Hope this helped; if you run into more issues, feel free to say so. Good luck with your school project!

EDIT: This version doesn't use a dictionary but uses a list instead.

This code is a quick example of one way you could do that. The file zipcodes.txt only has that single example that you gave in the description.

MATCH = """
Zipcode: {}
City:    {}
State:   {}
"""

with open('zipcodes.txt', 'r') as f:
    zipcodes = [line.rstrip().split(',') for line in f]

while True:
    user_zipcode = input("Enter zipcode (or (Q)uit): ")
    if user_zipcode.lower() == 'q':
        break
    for zipcode, city, state in zipcodes:
        if user_zipcode == zipcode:
            print(MATCH.format(zipcode, city, state))
            break
    else:
        print("\nNo match for zipcode: '{}'\n".format(user_zipcode))

Console:

Enter zipcode (or (Q)uit): 12345

No match for zipcode: '12345'

Enter zipcode (or (Q)uit): 93312

Zipcode: 93312
City:    BAKERSFIELD
State:   CA

Enter zipcode (or (Q)uit): q

If I've understood correctly, the structure of array will end up like this:

[['ZIPCODE', 'CITY', 'STATE'], ['ZIPCODE', 'CITY', 'STATE'], ...]

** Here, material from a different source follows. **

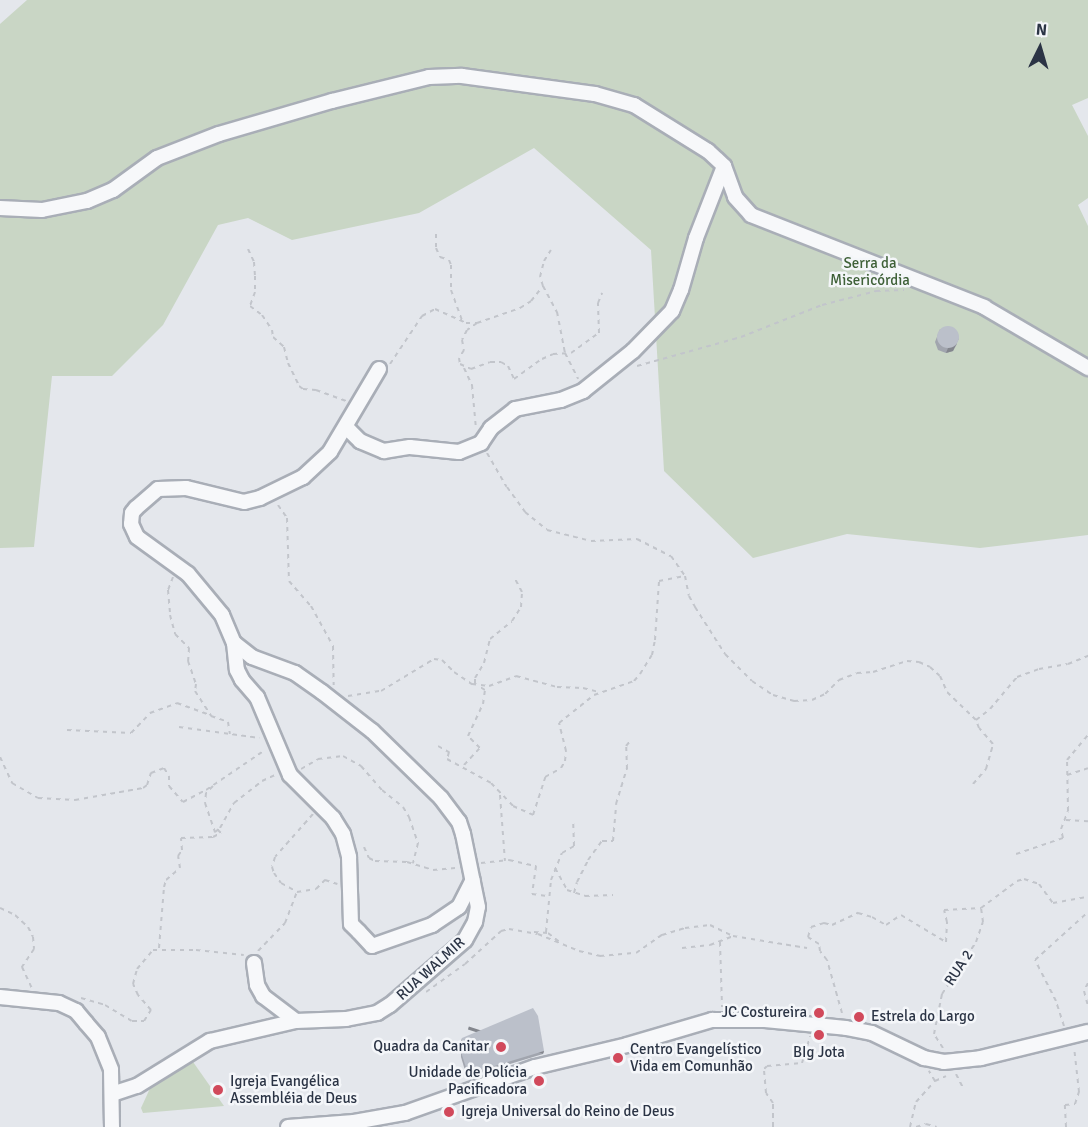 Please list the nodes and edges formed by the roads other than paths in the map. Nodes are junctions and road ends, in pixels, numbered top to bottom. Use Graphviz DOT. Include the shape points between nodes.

and userInput will hold a string representing a ZIPCODE.

Given that structure of array , for each entry in array (each sublist), the first element in the entry (entry[0]) will be a ZIPCODE.

You could loop through each entry in array , and check if that entry's first element matches the userInput .

If it does, you can print that entry.

Note: To understand why you are getting an error from the print statement, please check this description of list methods , namely the index method.